Last updated: 11:58 12 Aug 2020 BST, First published: 08:10 12 Aug 2020 BST

Admiral Group -
Roads were emptier during lockdown

Admiral Group PLC (LON:ADM) has reinstated its special dividend on top of an increased interim payout as it said there was now a “reduced level of uncertainty in the economic environment compared to earlier in the year”.

The motor insurer's pre-tax profits for the first half of the year jumped by 30% to £286.7mln thanks to a strong level of prior-year reserve releases in the UK and international businesses and profits growth from its Confused.com arm. 

Numbers this time last year were also hit by a £33mln impact of a change to the Ogden discount rate.

In motor insurance this time, there was a positive reduced levels of driving during lockdown led to significantly fewer claims and lower premiums after Admiral gave customers a £25-per-vehicle ‘stay at home’ rebate for customers to reflect reduced claims frequency due to the coronavirus pandemic.

Although customer numbers rose 6% to 7.17mln, the refund contributed to group revenues falling 4% to £1.69bn in the half-year.

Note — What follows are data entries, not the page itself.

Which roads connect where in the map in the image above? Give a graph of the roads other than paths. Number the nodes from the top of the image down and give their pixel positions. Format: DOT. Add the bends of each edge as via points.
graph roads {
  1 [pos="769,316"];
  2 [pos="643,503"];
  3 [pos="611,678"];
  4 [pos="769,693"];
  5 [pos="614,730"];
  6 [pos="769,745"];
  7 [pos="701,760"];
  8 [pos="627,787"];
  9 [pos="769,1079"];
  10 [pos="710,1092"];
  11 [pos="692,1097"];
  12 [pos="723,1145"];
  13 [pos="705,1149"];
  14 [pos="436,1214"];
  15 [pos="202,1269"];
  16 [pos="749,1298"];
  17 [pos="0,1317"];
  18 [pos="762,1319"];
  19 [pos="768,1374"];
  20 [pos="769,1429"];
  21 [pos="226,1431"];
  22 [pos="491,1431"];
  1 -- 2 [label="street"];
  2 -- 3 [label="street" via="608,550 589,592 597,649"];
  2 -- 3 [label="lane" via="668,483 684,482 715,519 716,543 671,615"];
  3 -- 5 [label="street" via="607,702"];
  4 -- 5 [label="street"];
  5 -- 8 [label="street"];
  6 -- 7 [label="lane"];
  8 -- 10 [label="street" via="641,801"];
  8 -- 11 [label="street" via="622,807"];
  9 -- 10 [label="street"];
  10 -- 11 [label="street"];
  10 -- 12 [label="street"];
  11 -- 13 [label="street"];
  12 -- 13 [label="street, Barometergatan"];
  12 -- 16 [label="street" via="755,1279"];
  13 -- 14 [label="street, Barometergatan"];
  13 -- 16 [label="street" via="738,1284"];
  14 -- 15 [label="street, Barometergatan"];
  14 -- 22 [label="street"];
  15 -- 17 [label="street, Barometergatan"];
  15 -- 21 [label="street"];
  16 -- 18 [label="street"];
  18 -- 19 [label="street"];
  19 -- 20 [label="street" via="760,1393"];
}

Excluding the premium rebate, turnover would have increased by 2%.

The board declared a total half-year dividend of 91.2p per share, worth a total of approximately £263mln and made up of a 70.5p interim dividend and the 20.7p special dividend that had been previously deferred in April under Bank of England advice.  

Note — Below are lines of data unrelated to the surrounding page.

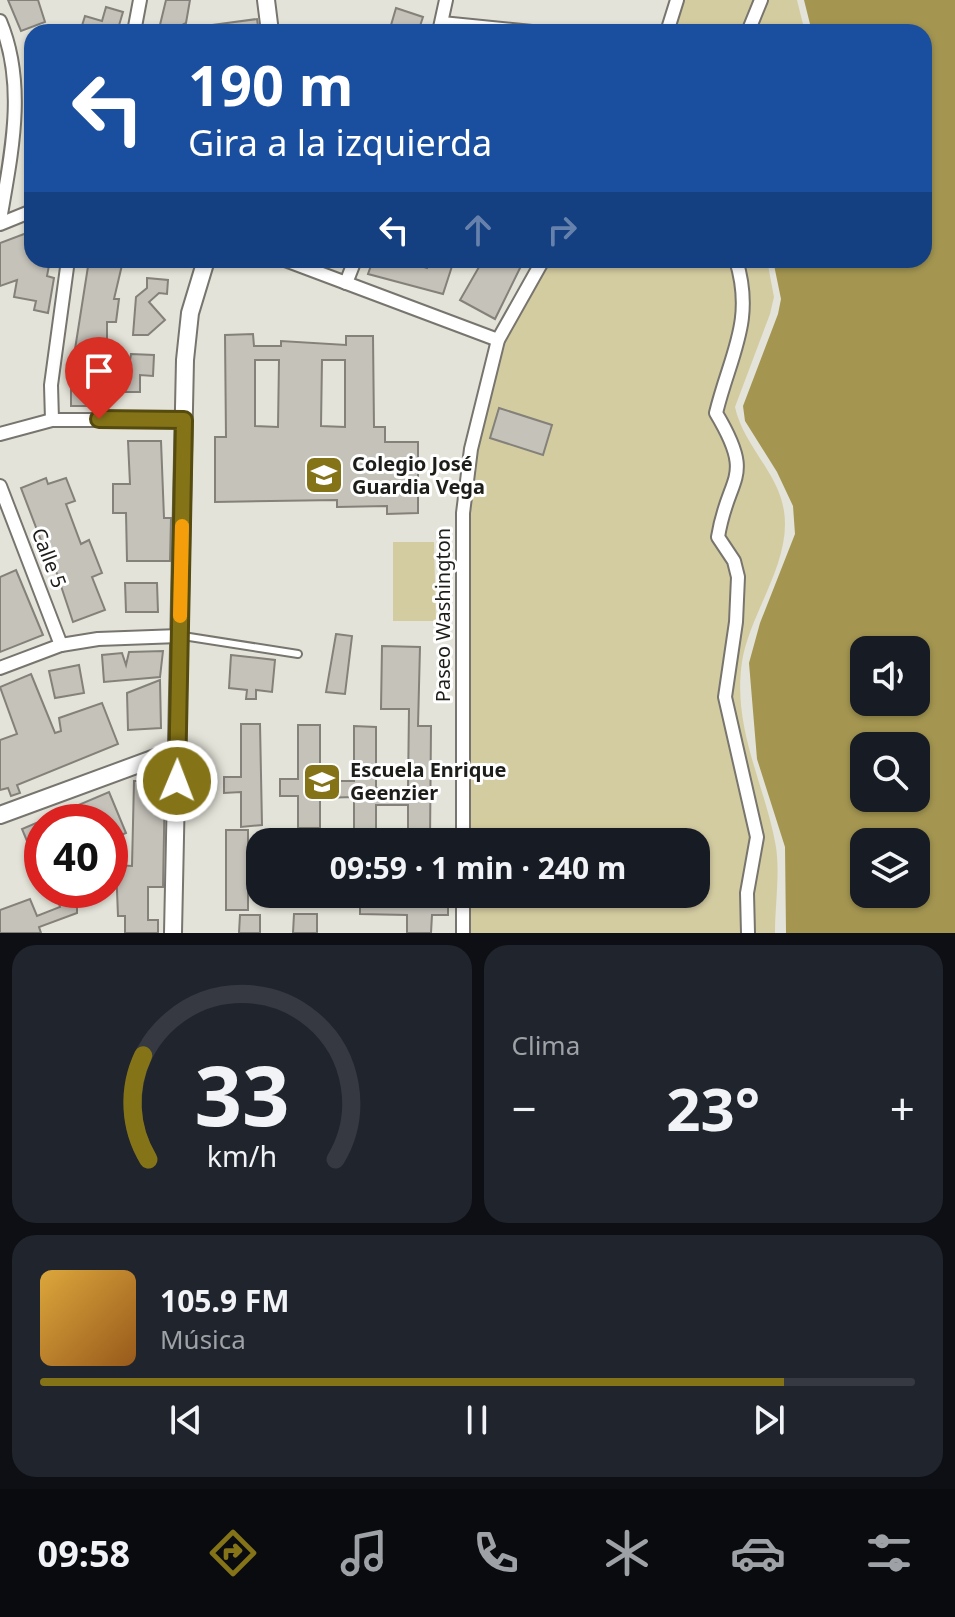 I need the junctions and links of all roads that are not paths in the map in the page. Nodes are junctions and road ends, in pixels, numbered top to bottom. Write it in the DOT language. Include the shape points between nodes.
graph roads {
  1 [pos="140,0"];
  2 [pos="266,0"];
  3 [pos="446,0"];
  4 [pos="677,0"];
  5 [pos="761,0"];
  6 [pos="0,21"];
  7 [pos="136,24"];
  8 [pos="269,24"];
  9 [pos="442,24"];
  10 [pos="670,24"];
  11 [pos="751,24"];
  12 [pos="24,214"];
  13 [pos="0,222"];
  14 [pos="67,268"];
  15 [pos="204,268"];
  16 [pos="306,268"];
  17 [pos="352,268"];
  18 [pos="538,268"];
  19 [pos="739,268"];
  20 [pos="346,283"];
  21 [pos="498,340"];
  22 [pos="52,420"];
  23 [pos="184,420"];
  24 [pos="0,434"];
  25 [pos="0,486"];
  26 [pos="6,516"];
  27 [pos="179,636"];
  28 [pos="61,645"];
  29 [pos="298,654"];
  30 [pos="0,668"];
  31 [pos="177,750"];
  32 [pos="0,815"];
  33 [pos="463,828"];
  34 [pos="463,908"];
  35 [pos="173,933"];
  36 [pos="463,933"];
  37 [pos="748,933"];
  1 -- 7 [label="street"];
  2 -- 8 [label="main road"];
  3 -- 9 [label="street"];
  4 -- 10 [label="street"];
  5 -- 11 [label="street"];
  6 -- 13 [label="street" via="13,67 15,103"];
  12 -- 13 [label="street"];
  14 -- 22 [label="street" via="52,371"];
  15 -- 23 [label="main road" via="190,313"];
  16 -- 20 [label="street"];
  17 -- 20 [label="street"];
  18 -- 21 [label="street, Paseo Washington"];
  19 -- 37 [label="street" via="745,313 716,413 733,441 739,471 718,537 738,577 725,697 757,837 747,893"];
  20 -- 21 [label="street"];
  21 -- 33 [label="street, Paseo Washington" via="471,449 463,513"];
  22 -- 23 [label="street"];
  22 -- 24 [label="street"];
  23 -- 27 [label="main road"];
  25 -- 26 [label="street, Calle 5"];
  26 -- 28 [label="street, Calle 5"];
  27 -- 28 [label="street"];
  27 -- 29 [label="lane"];
  27 -- 31 [label="main road"];
  28 -- 30 [label="street"];
  31 -- 32 [label="main road"];
  31 -- 35 [label="main road"];
  34 -- 36 [label="street"];
}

The FTSE 100-listed group noted that all employees were paid their full salaries, with only a small number of staff in France furloughed, and apart from that no support has been sought or received from government schemes.

Admiral also said more than 10,000 staff will each receive free shares worth up to £1,800 under the employee share scheme based on these results.

The group said it has cautiously resumed travel insurance sales and its Admiral Loans businesses in the second half.

Milena Mondini de Focatiis, group CEO designate, was confirmed as an executive director ahead of taking the full role next March.

Shares in the company rose 5% to 2,653p by noon on Wednesdy.

The headline PBT was a 23% beat to the City consensus forecast, analysts at UBS noted, though the interim dividend was only slightly ahead of expectations, while the special dividend catch-up “is positive and we suspect not expected by all”.

The expense ratio came in short but the UBS analysts said they it seemed like a one-off due to premium rebates and work from home expenses.